<<<<

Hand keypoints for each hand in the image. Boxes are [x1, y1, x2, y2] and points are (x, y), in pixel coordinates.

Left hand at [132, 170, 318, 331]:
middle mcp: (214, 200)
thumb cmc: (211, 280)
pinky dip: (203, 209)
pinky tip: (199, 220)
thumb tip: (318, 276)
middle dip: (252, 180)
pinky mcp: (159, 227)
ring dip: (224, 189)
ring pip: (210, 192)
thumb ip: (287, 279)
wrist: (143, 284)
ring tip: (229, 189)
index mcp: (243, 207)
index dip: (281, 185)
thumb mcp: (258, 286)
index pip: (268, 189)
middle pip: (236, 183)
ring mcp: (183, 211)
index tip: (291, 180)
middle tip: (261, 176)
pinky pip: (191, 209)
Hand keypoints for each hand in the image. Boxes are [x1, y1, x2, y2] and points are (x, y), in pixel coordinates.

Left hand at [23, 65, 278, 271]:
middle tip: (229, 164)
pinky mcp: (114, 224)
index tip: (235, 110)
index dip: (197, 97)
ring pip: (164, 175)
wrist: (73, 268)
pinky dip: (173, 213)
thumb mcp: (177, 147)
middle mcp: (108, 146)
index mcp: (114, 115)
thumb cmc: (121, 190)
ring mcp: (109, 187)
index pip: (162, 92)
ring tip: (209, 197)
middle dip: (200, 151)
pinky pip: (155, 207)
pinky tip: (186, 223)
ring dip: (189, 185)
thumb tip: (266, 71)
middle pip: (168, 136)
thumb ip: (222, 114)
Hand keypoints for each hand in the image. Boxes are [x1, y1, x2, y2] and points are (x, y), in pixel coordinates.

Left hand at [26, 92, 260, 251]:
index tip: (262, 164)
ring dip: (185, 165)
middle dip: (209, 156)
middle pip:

>>>>
<<<<

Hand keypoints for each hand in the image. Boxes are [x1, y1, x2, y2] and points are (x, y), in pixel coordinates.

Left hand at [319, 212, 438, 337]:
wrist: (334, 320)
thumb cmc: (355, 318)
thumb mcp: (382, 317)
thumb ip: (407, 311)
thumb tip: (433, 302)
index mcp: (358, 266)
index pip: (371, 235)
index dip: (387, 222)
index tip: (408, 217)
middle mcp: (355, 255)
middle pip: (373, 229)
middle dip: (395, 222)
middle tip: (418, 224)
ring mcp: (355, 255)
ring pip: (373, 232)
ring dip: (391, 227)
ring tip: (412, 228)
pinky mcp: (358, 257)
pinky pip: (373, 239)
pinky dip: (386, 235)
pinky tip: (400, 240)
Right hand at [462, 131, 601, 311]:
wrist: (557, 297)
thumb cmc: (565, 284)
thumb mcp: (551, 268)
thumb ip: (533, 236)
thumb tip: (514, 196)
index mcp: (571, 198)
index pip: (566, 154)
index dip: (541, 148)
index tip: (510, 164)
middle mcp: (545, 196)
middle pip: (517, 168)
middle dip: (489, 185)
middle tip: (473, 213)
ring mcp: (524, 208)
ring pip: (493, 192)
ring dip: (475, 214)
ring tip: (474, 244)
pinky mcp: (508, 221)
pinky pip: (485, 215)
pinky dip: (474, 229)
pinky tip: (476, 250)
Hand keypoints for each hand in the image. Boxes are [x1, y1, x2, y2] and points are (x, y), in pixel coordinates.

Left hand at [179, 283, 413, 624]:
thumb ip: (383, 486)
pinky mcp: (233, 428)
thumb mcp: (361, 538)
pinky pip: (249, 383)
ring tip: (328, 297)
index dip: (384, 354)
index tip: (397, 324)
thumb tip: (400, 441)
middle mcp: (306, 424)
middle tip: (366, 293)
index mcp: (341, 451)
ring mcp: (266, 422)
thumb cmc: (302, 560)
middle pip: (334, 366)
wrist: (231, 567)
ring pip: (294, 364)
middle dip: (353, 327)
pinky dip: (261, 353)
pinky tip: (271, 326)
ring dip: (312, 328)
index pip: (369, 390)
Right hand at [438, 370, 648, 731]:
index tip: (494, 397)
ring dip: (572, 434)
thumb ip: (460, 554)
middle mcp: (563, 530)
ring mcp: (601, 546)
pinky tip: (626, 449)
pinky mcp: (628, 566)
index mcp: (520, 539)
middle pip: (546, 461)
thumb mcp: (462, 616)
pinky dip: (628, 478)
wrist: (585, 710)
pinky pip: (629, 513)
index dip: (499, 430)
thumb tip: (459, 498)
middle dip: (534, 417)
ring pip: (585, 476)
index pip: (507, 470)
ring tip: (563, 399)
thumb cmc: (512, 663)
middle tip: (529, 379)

>>>>
<<<<

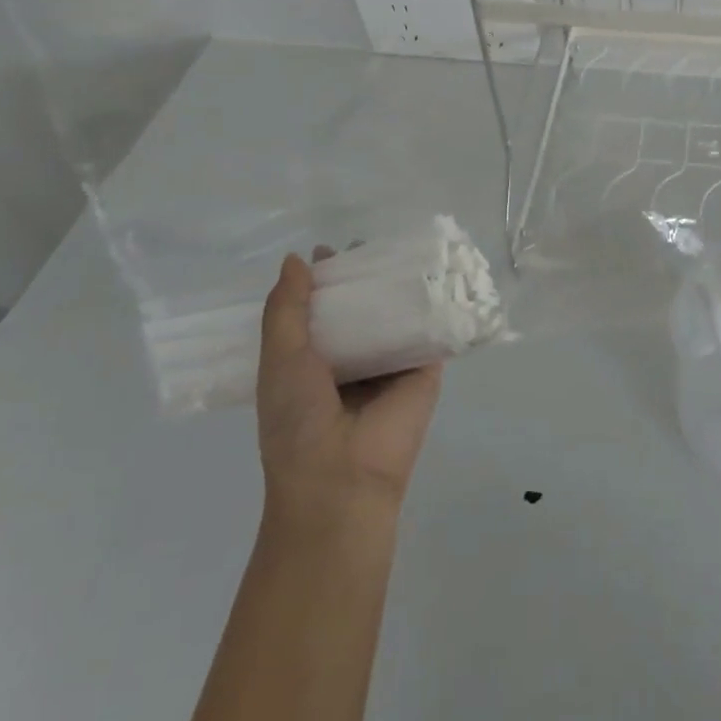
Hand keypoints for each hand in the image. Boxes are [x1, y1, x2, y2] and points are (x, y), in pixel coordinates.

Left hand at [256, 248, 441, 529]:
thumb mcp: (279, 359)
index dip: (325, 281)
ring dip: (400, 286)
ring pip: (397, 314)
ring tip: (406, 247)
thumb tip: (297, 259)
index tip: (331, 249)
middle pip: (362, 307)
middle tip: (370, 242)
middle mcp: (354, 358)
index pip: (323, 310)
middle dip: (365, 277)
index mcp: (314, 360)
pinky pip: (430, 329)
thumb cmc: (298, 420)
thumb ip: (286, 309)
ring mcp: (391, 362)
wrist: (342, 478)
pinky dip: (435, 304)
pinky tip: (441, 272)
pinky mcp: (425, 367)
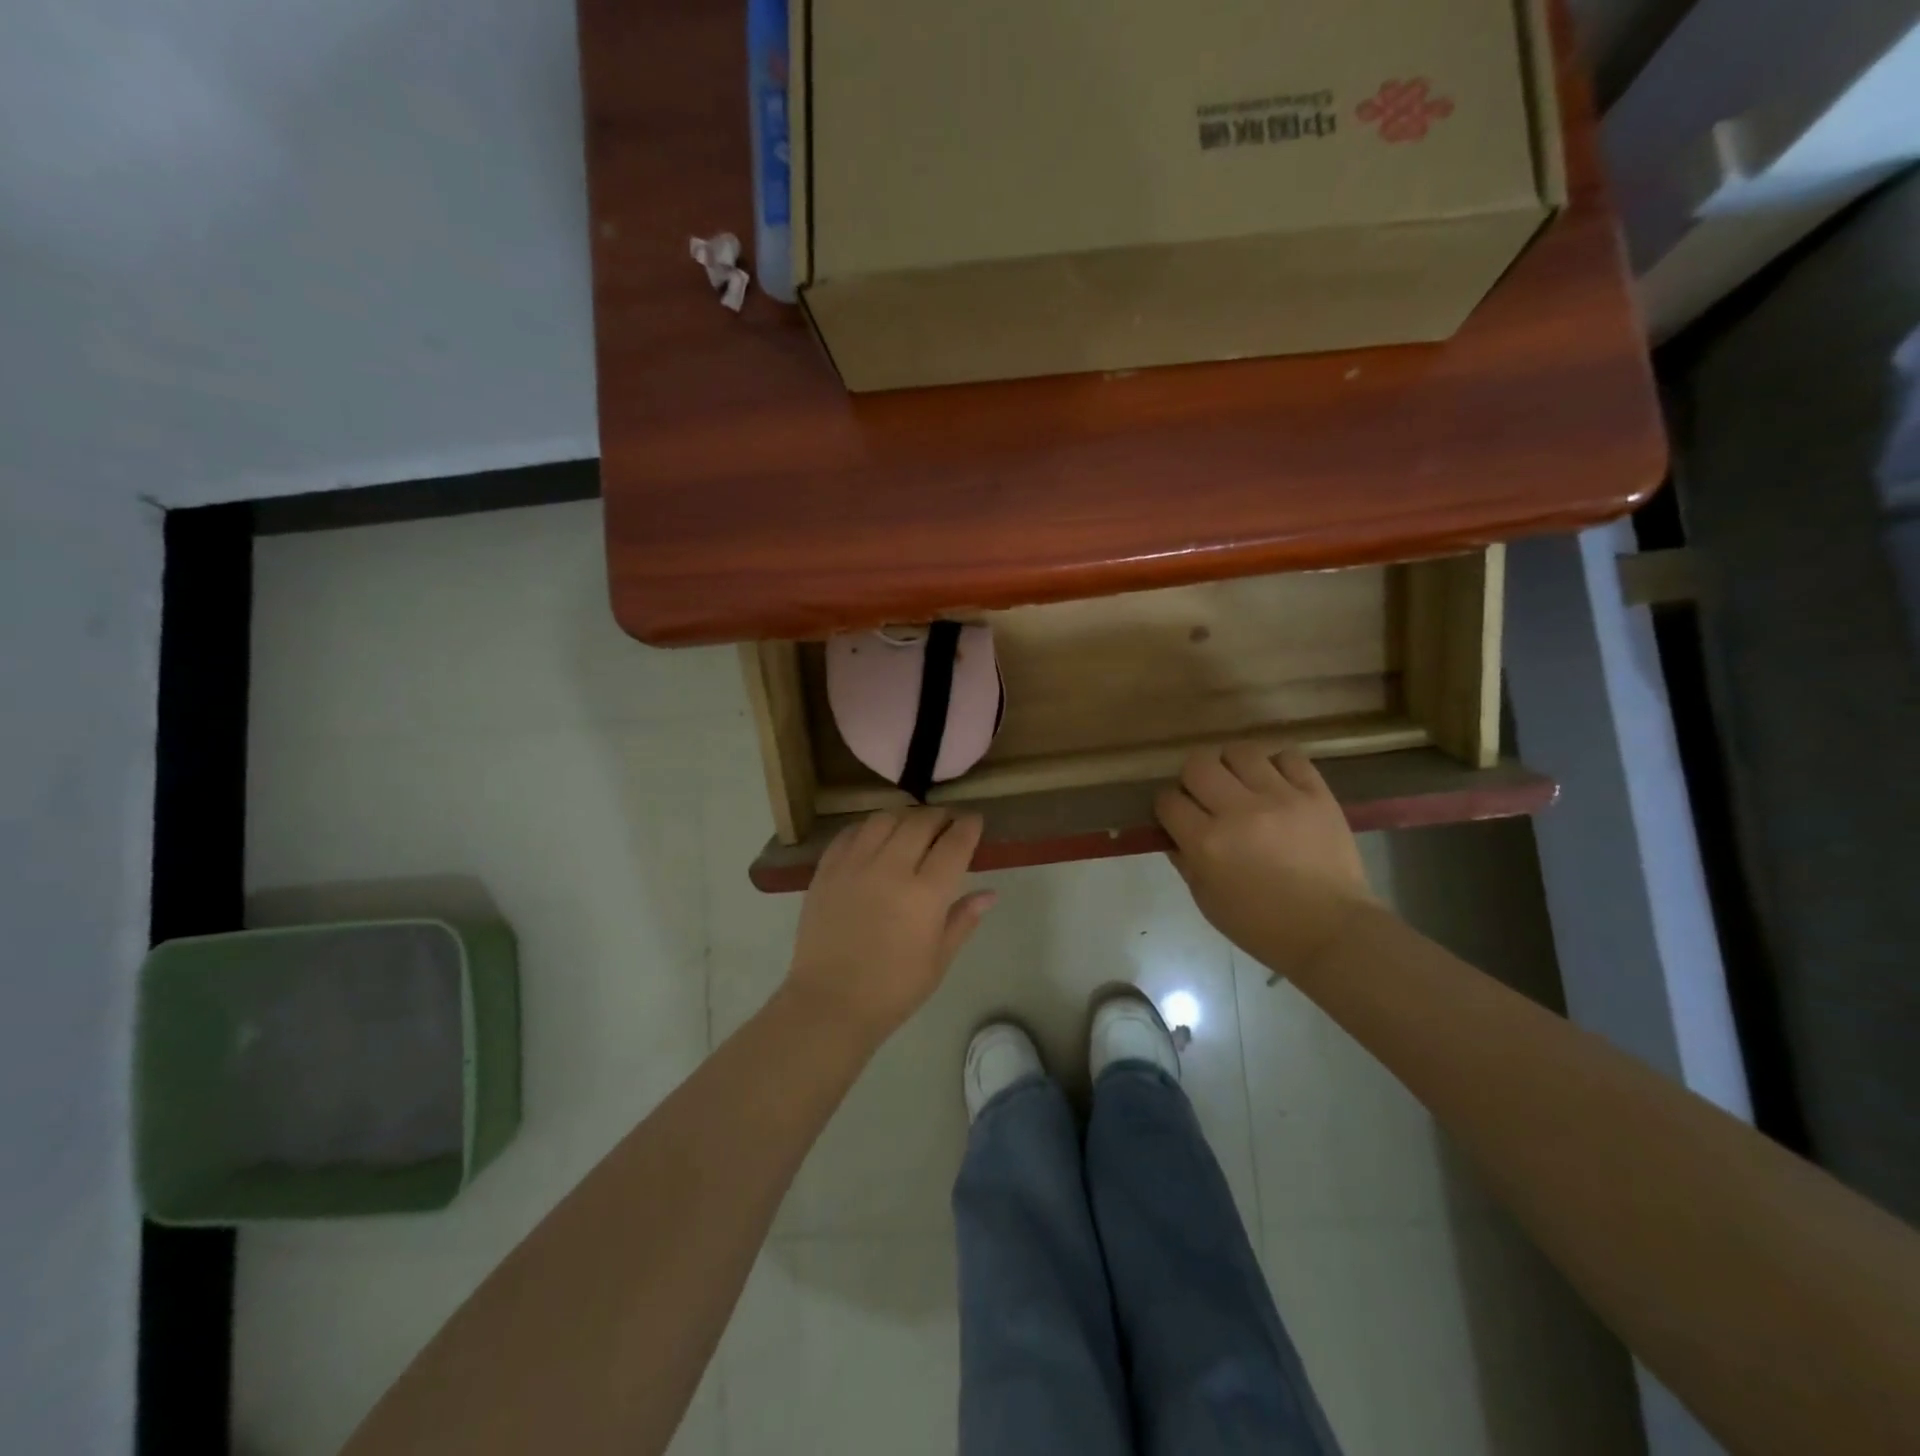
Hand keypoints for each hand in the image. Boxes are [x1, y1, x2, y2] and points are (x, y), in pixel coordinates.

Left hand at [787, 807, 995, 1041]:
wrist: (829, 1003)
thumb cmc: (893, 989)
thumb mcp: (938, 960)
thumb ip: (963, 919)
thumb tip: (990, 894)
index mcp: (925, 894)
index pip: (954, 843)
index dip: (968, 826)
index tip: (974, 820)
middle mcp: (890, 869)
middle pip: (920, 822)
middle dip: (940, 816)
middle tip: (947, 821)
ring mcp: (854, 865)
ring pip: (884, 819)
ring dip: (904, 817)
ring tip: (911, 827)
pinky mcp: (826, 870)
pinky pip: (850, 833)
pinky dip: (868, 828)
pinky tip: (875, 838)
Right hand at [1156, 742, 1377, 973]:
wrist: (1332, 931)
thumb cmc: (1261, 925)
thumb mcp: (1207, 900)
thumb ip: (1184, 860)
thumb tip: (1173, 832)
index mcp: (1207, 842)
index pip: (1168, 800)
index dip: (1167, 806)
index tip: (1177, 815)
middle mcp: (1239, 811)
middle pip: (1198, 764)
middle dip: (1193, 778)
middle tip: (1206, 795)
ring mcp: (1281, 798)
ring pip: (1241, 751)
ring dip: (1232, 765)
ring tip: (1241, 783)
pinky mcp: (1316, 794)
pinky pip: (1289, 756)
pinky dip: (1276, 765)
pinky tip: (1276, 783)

>>>>

**Work instructions:** Each line of the entries holding the string "Left" should be found and copied.

**Task result:**
Left hand at [132, 170, 318, 331]:
Left hand at [23, 65, 278, 271]:
Left hand at [26, 92, 260, 251]:
Left hand at [319, 212, 438, 337]:
Left hand at [179, 283, 413, 624]:
Left hand at [256, 248, 441, 529]:
Left hand at [787, 807, 995, 1041]:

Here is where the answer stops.